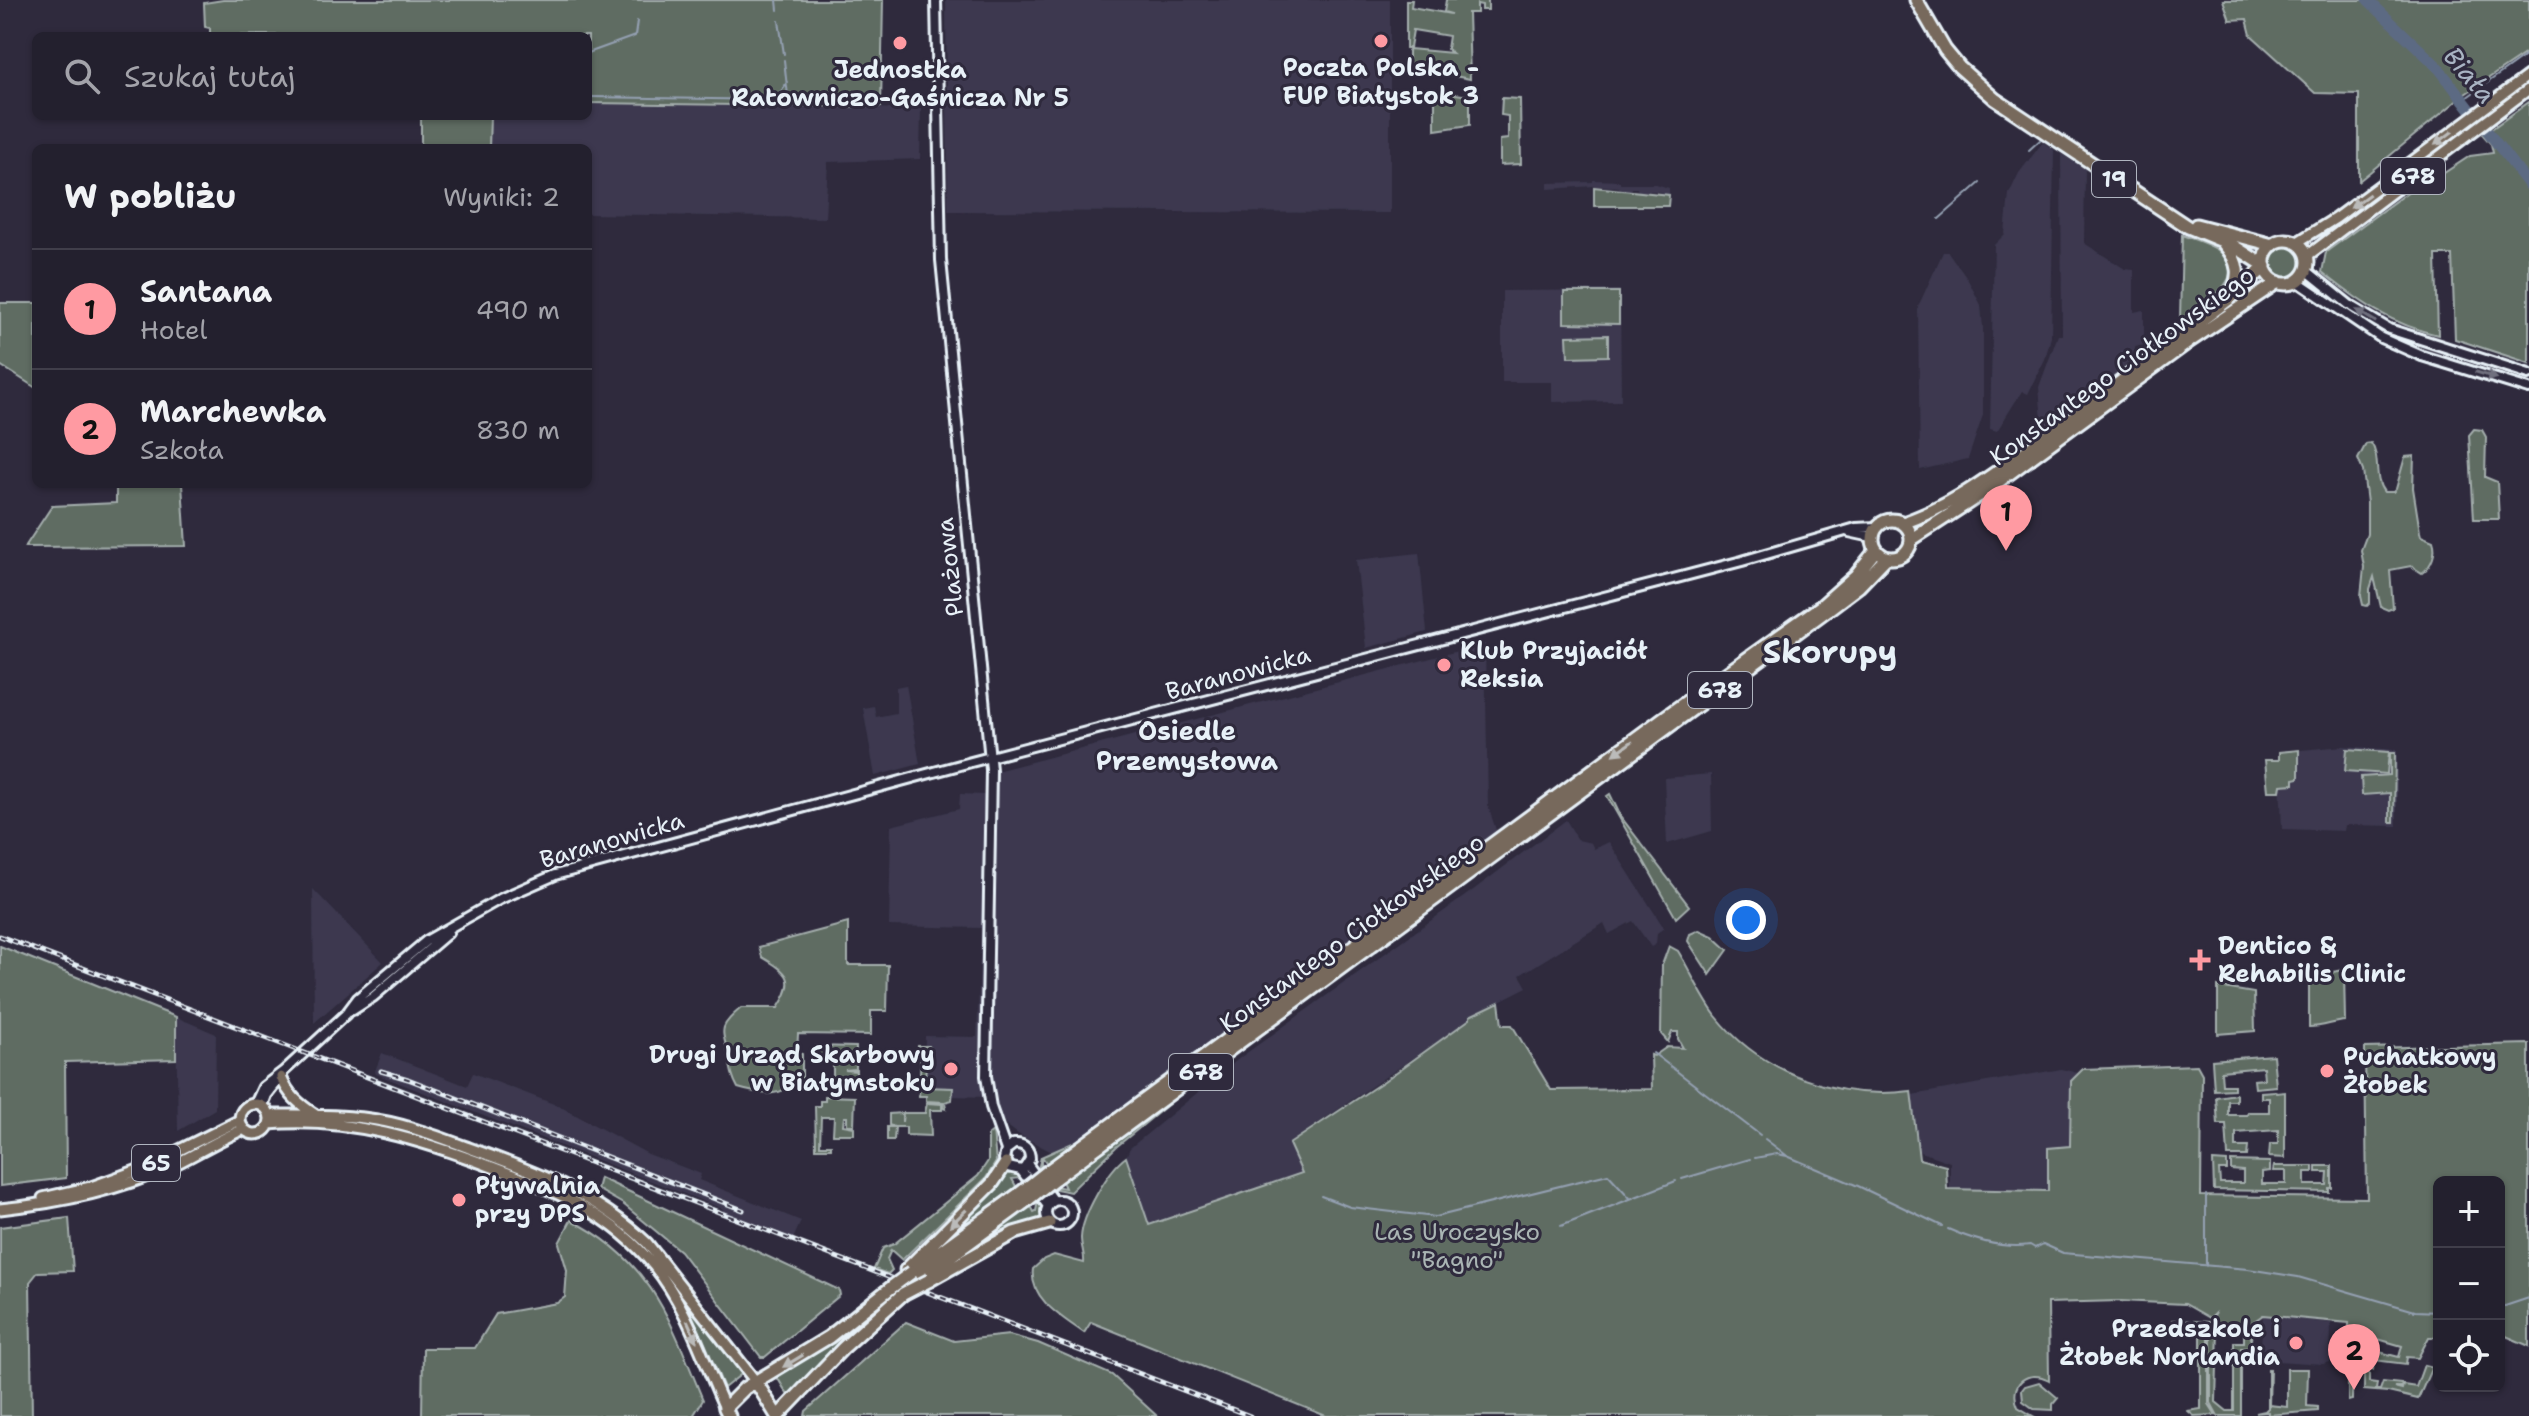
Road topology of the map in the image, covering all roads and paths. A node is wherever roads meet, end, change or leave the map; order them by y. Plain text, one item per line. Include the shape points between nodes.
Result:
1 (936, 0) edge
2 (1916, 0) edge
3 (2529, 75) edge
4 (2529, 89) edge
5 (2176, 219) junction
6 (2222, 242) junction
7 (2296, 243) junction
8 (2273, 245) junction
9 (2307, 256) junction
10 (2265, 266) junction
11 (2306, 270) junction
12 (2297, 281) junction
13 (2278, 282) junction
14 (2229, 297) junction
15 (2529, 374) edge
16 (2529, 389) edge
17 (1903, 523) junction
18 (1875, 538) junction
19 (1911, 540) junction
20 (1886, 558) junction
21 (990, 757) junction
22 (1588, 781) junction
23 (282, 1074) junction
24 (259, 1105) junction
25 (316, 1115) junction
26 (270, 1120) junction
27 (242, 1125) junction
28 (1010, 1147) junction
29 (201, 1151) junction
30 (1006, 1163) junction
31 (1024, 1167) junction
32 (141, 1169) junction
33 (0, 1203) edge
34 (1051, 1203) junction
35 (0, 1209) edge
36 (1049, 1223) junction
37 (918, 1275) junction
38 (896, 1291) junction
39 (756, 1382) junction
40 (723, 1413) edge
41 (778, 1416) edge

1 - 21 street, Plażowa via 941,260
2 - 5 highway, 19 via 1936,39 1995,99
3 -> 7 main road, 678
4 - 9 main road, 678
5 - 6 highway, 19
5 - 8 highway, 19
6 - 10 highway, 19
6 - 14 highway via 2238,267
7 - 8 highway, 19
7 - 9 highway
8 - 10 highway
9 - 11 highway
10 - 13 highway, 19
10 - 14 highway, Konstantego Ciołkowskiego
11 - 12 highway
15 -> 11 street via 2389,329
12 - 13 highway
12 -> 16 street via 2401,348
13 - 19 highway, Konstantego Ciołkowskiego / 678
14 - 17 highway, Konstantego Ciołkowskiego via 1989,478
17 - 18 highway via 1892,520
17 - 19 highway
18 - 20 highway
18 - 21 street, Baranowicka via 1866,526
18 -> 22 highway, Konstantego Ciołkowskiego / 678 via 1856,575 1820,607
19 - 20 highway, 678 via 1902,556
20 - 22 highway, Konstantego Ciołkowskiego / 678 via 1849,594
21 - 23 street, Baranowicka via 555,875 500,899 461,922 346,1014
21 - 28 street, Plażowa via 986,1076 991,1107
22 - 37 highway, Konstantego Ciołkowskiego / 678, bridge
23 - 24 street, Baranowicka
23 - 25 main road via 286,1089
24 - 26 main road
24 - 27 main road, 65 via 245,1107
25 - 26 main road, 65
25 - 39 main road, 65 via 416,1129 561,1183 596,1202 660,1258
26 - 27 main road, 65 via 258,1134
26 -> 40 main road, 65 via 353,1127 424,1142 590,1209 631,1241 665,1280 692,1329
27 - 29 main road, 65
27 - 32 main road, 65
28 - 30 street
28 - 31 street via 1029,1150
29 - 32 main road via 147,1173
29 - 35 main road, 65 via 123,1185
30 - 31 street via 1012,1169
30 -> 37 highway
31 - 34 street
32 - 33 main road, 65 via 91,1187
34 - 36 street
34 - 36 street via 1066,1203 1072,1214 1065,1225
36 - 37 highway
37 - 38 highway, Konstantego Ciołkowskiego / 678, bridge
37 - 38 highway, bridge
38 -> 39 highway, Konstantego Ciołkowskiego / 678
38 - 41 highway, Konstantego Ciołkowskiego / 678
39 - 40 highway, 678
39 - 41 highway, 65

▶ **ACTIVITY**:
Without including any pictures, return every line of the records exactly.

▶ **ANSWER TO THIS TASK**:
Road topology of the map in the image, covering all roads and paths. A node is wherever roads meet, end, change or leave the map; order them by y. Plain text, one item per line. Include the shape points between nodes.
Result:
1 (936, 0) edge
2 (1916, 0) edge
3 (2529, 75) edge
4 (2529, 89) edge
5 (2176, 219) junction
6 (2222, 242) junction
7 (2296, 243) junction
8 (2273, 245) junction
9 (2307, 256) junction
10 (2265, 266) junction
11 (2306, 270) junction
12 (2297, 281) junction
13 (2278, 282) junction
14 (2229, 297) junction
15 (2529, 374) edge
16 (2529, 389) edge
17 (1903, 523) junction
18 (1875, 538) junction
19 (1911, 540) junction
20 (1886, 558) junction
21 (990, 757) junction
22 (1588, 781) junction
23 (282, 1074) junction
24 (259, 1105) junction
25 (316, 1115) junction
26 (270, 1120) junction
27 (242, 1125) junction
28 (1010, 1147) junction
29 (201, 1151) junction
30 (1006, 1163) junction
31 (1024, 1167) junction
32 (141, 1169) junction
33 (0, 1203) edge
34 (1051, 1203) junction
35 (0, 1209) edge
36 (1049, 1223) junction
37 (918, 1275) junction
38 (896, 1291) junction
39 (756, 1382) junction
40 (723, 1413) edge
41 (778, 1416) edge

1 - 21 street, Plażowa via 941,260
2 - 5 highway, 19 via 1936,39 1995,99
3 -> 7 main road, 678
4 - 9 main road, 678
5 - 6 highway, 19
5 - 8 highway, 19
6 - 10 highway, 19
6 - 14 highway via 2238,267
7 - 8 highway, 19
7 - 9 highway
8 - 10 highway
9 - 11 highway
10 - 13 highway, 19
10 - 14 highway, Konstantego Ciołkowskiego
11 - 12 highway
15 -> 11 street via 2389,329
12 - 13 highway
12 -> 16 street via 2401,348
13 - 19 highway, Konstantego Ciołkowskiego / 678
14 - 17 highway, Konstantego Ciołkowskiego via 1989,478
17 - 18 highway via 1892,520
17 - 19 highway
18 - 20 highway
18 - 21 street, Baranowicka via 1866,526
18 -> 22 highway, Konstantego Ciołkowskiego / 678 via 1856,575 1820,607
19 - 20 highway, 678 via 1902,556
20 - 22 highway, Konstantego Ciołkowskiego / 678 via 1849,594
21 - 23 street, Baranowicka via 555,875 500,899 461,922 346,1014
21 - 28 street, Plażowa via 986,1076 991,1107
22 - 37 highway, Konstantego Ciołkowskiego / 678, bridge
23 - 24 street, Baranowicka
23 - 25 main road via 286,1089
24 - 26 main road
24 - 27 main road, 65 via 245,1107
25 - 26 main road, 65
25 - 39 main road, 65 via 416,1129 561,1183 596,1202 660,1258
26 - 27 main road, 65 via 258,1134
26 -> 40 main road, 65 via 353,1127 424,1142 590,1209 631,1241 665,1280 692,1329
27 - 29 main road, 65
27 - 32 main road, 65
28 - 30 street
28 - 31 street via 1029,1150
29 - 32 main road via 147,1173
29 - 35 main road, 65 via 123,1185
30 - 31 street via 1012,1169
30 -> 37 highway
31 - 34 street
32 - 33 main road, 65 via 91,1187
34 - 36 street
34 - 36 street via 1066,1203 1072,1214 1065,1225
36 - 37 highway
37 - 38 highway, Konstantego Ciołkowskiego / 678, bridge
37 - 38 highway, bridge
38 -> 39 highway, Konstantego Ciołkowskiego / 678
38 - 41 highway, Konstantego Ciołkowskiego / 678
39 - 40 highway, 678
39 - 41 highway, 65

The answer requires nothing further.